Hard Questions for Agile

I am seeing a lot of the same questions come up over and over again recently. Now that larger organizations are starting to see the benefits of agile, more and more questions are coming up.

Everyone (including myself) has a desire to have a prescribed method, process, checklist, etc. that they can use to make sure they are doing things the "right way". In Scrum, there is a pretty clear list of activities, artifacts, and roles. People struggle because these lists provide the "whats" but not the "hows". For example, when I tell teams that they need to have one product owner for that project, they are sometimes at a loss; "How do we find one product owner? Our organization won't support that!".

Below is a list of questions that I have seen come up over and over again. I'm going to address them over time (as I have more time).
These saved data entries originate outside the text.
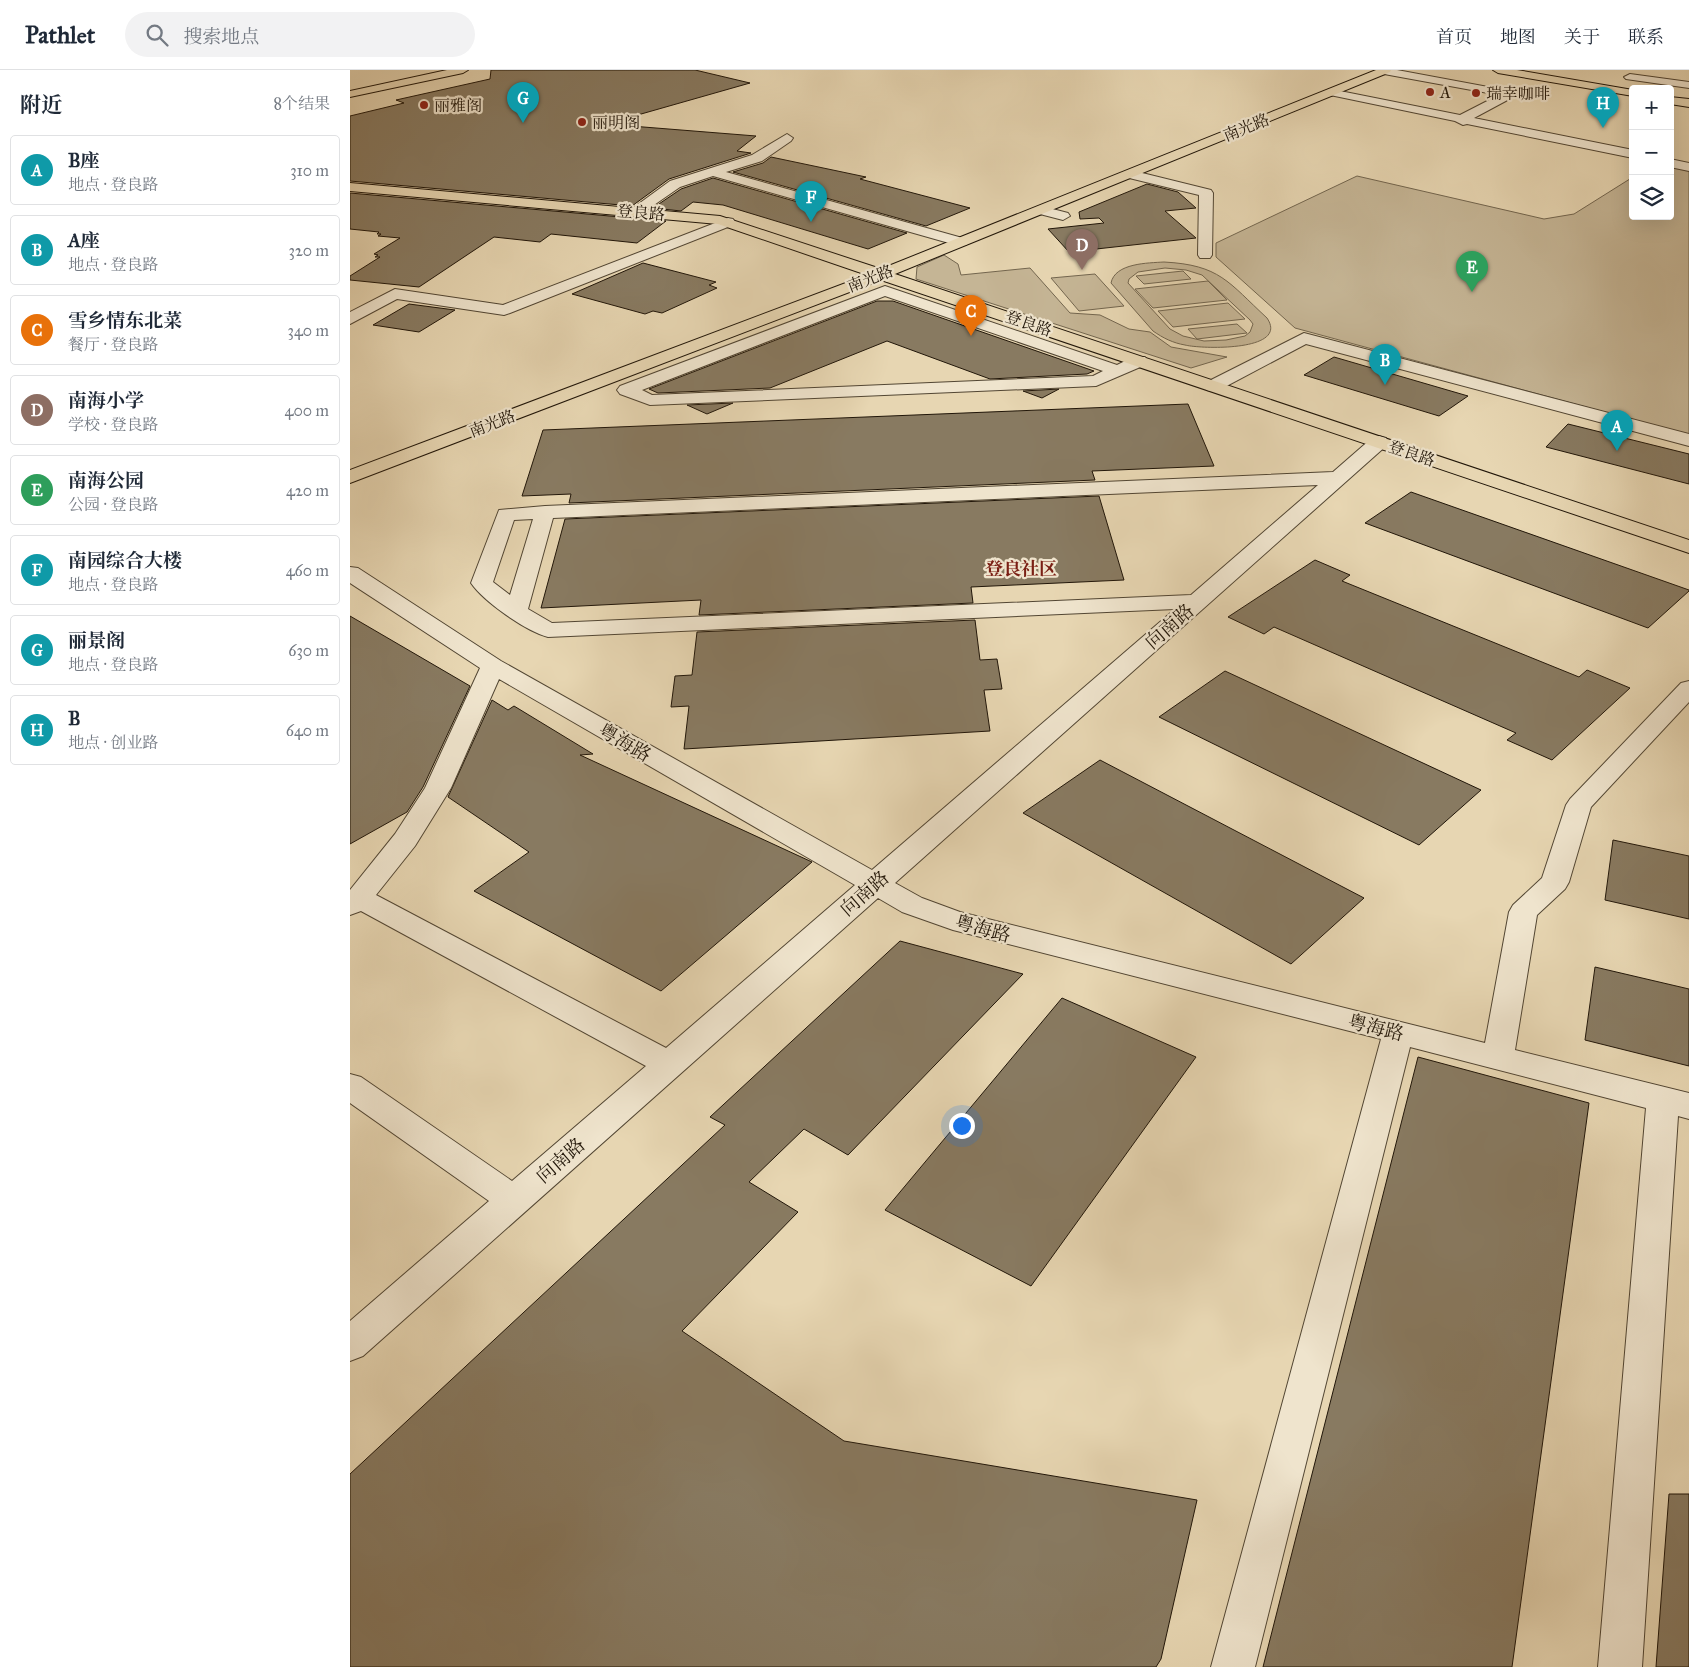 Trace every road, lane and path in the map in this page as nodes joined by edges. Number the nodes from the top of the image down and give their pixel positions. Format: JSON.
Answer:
{"nodes":[{"id":1,"x":423,"y":70,"type":"edge"},
{"id":2,"x":463,"y":70,"type":"edge"},
{"id":3,"x":1385,"y":70,"type":"edge"},
{"id":4,"x":1498,"y":70,"type":"edge"},
{"id":5,"x":1543,"y":70,"type":"edge"},
{"id":6,"x":1642,"y":70,"type":"edge"},
{"id":7,"x":1665,"y":70,"type":"edge"},
{"id":8,"x":1630,"y":76,"type":"junction"},
{"id":9,"x":1619,"y":83,"type":"junction"},
{"id":10,"x":1653,"y":84,"type":"edge"},
{"id":11,"x":350,"y":85,"type":"edge"},
{"id":12,"x":1689,"y":85,"type":"edge"},
{"id":13,"x":1337,"y":90,"type":"junction"},
{"id":14,"x":1629,"y":92,"type":"edge"},
{"id":15,"x":1674,"y":92,"type":"edge"},
{"id":16,"x":350,"y":94,"type":"edge"},
{"id":17,"x":1689,"y":94,"type":"edge"},
{"id":18,"x":1674,"y":101,"type":"edge"},
{"id":19,"x":1689,"y":103,"type":"edge"},
{"id":20,"x":1474,"y":113,"type":"junction"},
{"id":21,"x":1462,"y":119,"type":"junction"},
{"id":22,"x":787,"y":138,"type":"dead end"},
{"id":23,"x":1629,"y":154,"type":"edge"},
{"id":24,"x":1674,"y":163,"type":"edge"},
{"id":25,"x":1689,"y":166,"type":"edge"},
{"id":26,"x":712,"y":172,"type":"junction"},
{"id":27,"x":1130,"y":174,"type":"junction"},
{"id":28,"x":350,"y":187,"type":"edge"},
{"id":29,"x":1041,"y":210,"type":"junction"},
{"id":30,"x":636,"y":211,"type":"junction"},
{"id":31,"x":1063,"y":216,"type":"dead end"},
{"id":32,"x":728,"y":222,"type":"junction"},
{"id":33,"x":961,"y":242,"type":"junction"},
{"id":34,"x":1205,"y":255,"type":"dead end"},
{"id":35,"x":882,"y":274,"type":"junction"},
{"id":36,"x":350,"y":319,"type":"edge"},
{"id":37,"x":1138,"y":361,"type":"junction"},
{"id":38,"x":1118,"y":371,"type":"junction"},
{"id":39,"x":1213,"y":386,"type":"junction"},
{"id":40,"x":1689,"y":440,"type":"edge"},
{"id":41,"x":1379,"y":442,"type":"junction"},
{"id":42,"x":350,"y":477,"type":"edge"},
{"id":43,"x":1337,"y":478,"type":"junction"},
{"id":44,"x":546,"y":512,"type":"junction"},
{"id":45,"x":1689,"y":546,"type":"edge"},
{"id":46,"x":350,"y":573,"type":"edge"},
{"id":47,"x":1197,"y":601,"type":"junction"},
{"id":48,"x":516,"y":612,"type":"junction"},
{"id":49,"x":493,"y":666,"type":"junction"},
{"id":50,"x":1689,"y":688,"type":"edge"},
{"id":51,"x":873,"y":885,"type":"junction"},
{"id":52,"x":354,"y":902,"type":"edge"},
{"id":53,"x":1398,"y":1033,"type":"junction"},
{"id":54,"x":1498,"y":1058,"type":"junction"},
{"id":55,"x":669,"y":1064,"type":"junction"},
{"id":56,"x":350,"y":1086,"type":"edge"},
{"id":57,"x":1676,"y":1103,"type":"edge"},
{"id":58,"x":513,"y":1200,"type":"junction"},
{"id":59,"x":350,"y":1344,"type":"edge"},
{"id":60,"x":1233,"y":1667,"type":"edge"},
{"id":61,"x":1620,"y":1667,"type":"edge"}],
"edges":[{"from":1,"to":11,"type":"main road"},
{"from":2,"to":16,"type":"main road"},
{"from":3,"to":13,"type":"main road","name":"南光路"},
{"from":3,"to":20,"type":"street"},
{"from":4,"to":14,"type":"main road"},
{"from":5,"to":9,"type":"main road"},
{"from":6,"to":8,"type":"street"},
{"from":7,"to":10,"type":"street"},
{"from":8,"to":9,"type":"street"},
{"from":8,"to":10,"type":"street"},
{"from":9,"to":10,"type":"main road"},
{"from":10,"to":12,"type":"street"},
{"from":13,"to":20,"type":"street"},
{"from":13,"to":21,"type":"street"},
{"from":13,"to":27,"type":"main road","name":"南光路"},
{"from":15,"to":17,"type":"main road"},
{"from":18,"to":19,"type":"main road"},
{"from":20,"to":21,"type":"street"},
{"from":21,"to":23,"type":"street"},
{"from":22,"to":26,"type":"street"},
{"from":24,"to":25,"type":"street"},
{"from":26,"to":30,"type":"street"},
{"from":26,"to":33,"type":"street"},
{"from":27,"to":29,"type":"main road","name":"南光路"},
{"from":27,"to":34,"type":"street"},
{"from":28,"to":30,"type":"main road","name":"登良路"},
{"from":29,"to":31,"type":"street"},
{"from":29,"to":33,"type":"main road","name":"南光路"},
{"from":30,"to":32,"type":"main road","name":"登良路"},
{"from":32,"to":35,"type":"main road","name":"登良路"},
{"from":32,"to":36,"type":"street"},
{"from":33,"to":35,"type":"main road","name":"南光路"},
{"from":35,"to":37,"type":"main road","name":"登良路"},
{"from":35,"to":42,"type":"main road","name":"南光路"},
{"from":37,"to":38,"type":"street"},
{"from":37,"to":39,"type":"main road","name":"登良路"},
{"from":38,"to":38,"type":"street"},
{"from":39,"to":40,"type":"street"},
{"from":39,"to":41,"type":"main road","name":"登良路"},
{"from":41,"to":43,"type":"street","name":"向南路"},
{"from":41,"to":45,"type":"main road","name":"登良路"},
{"from":43,"to":44,"type":"street"},
{"from":43,"to":47,"type":"street","name":"向南路"},
{"from":44,"to":48,"type":"street"},
{"from":44,"to":48,"type":"street"},
{"from":46,"to":49,"type":"street","name":"粤海路"},
{"from":47,"to":48,"type":"street"},
{"from":47,"to":51,"type":"street","name":"向南路"},
{"from":49,"to":51,"type":"street","name":"粤海路"},
{"from":49,"to":52,"type":"street"},
{"from":50,"to":54,"type":"street"},
{"from":51,"to":53,"type":"street","name":"粤海路"},
{"from":51,"to":55,"type":"street","name":"向南路"},
{"from":52,"to":55,"type":"street"},
{"from":53,"to":54,"type":"street","name":"粤海路"},
{"from":53,"to":60,"type":"street"},
{"from":54,"to":57,"type":"street","name":"粤海路"},
{"from":55,"to":58,"type":"street","name":"向南路"},
{"from":56,"to":58,"type":"street"},
{"from":57,"to":61,"type":"street"},
{"from":58,"to":59,"type":"street","name":"向南路"}]}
  1. How can agile work on large projects?
    • I know this is being addressed slowly, but there are just not enough case studies out there. The standard "Scrum of Scrums" just doesn't cut it anymore, meaning that there are serious complexities that aren't addressed in the standard definition.
  2. How do I work with a vendor that does not want to take and agile approach?
  3. How does interaction design work in an agile environment?
    • I have not met any interaction designers (HCI type people) who really buy into the concept of iterative, incremental development.
  4. Our company is committed to PMBOK, how can agile fit in this environment?
  5. Our company needs to make financial projections that are 5 years out. How can we do this using an agile approach without trying to plan everything up front?
    • We in agile know that it is a myth that you can accurately plan everything up front.
  6. Our company needs to be CMMI compliant to be able to work with government entities. How can we be CMMI level 1-5 compliant and still follow the agile values?
  7. We have a project that's in crisis. How can agile rescue our project?
I'll add more as I hear them, but these are the biggies. Feel free to provide input or links that addresses any of these questions.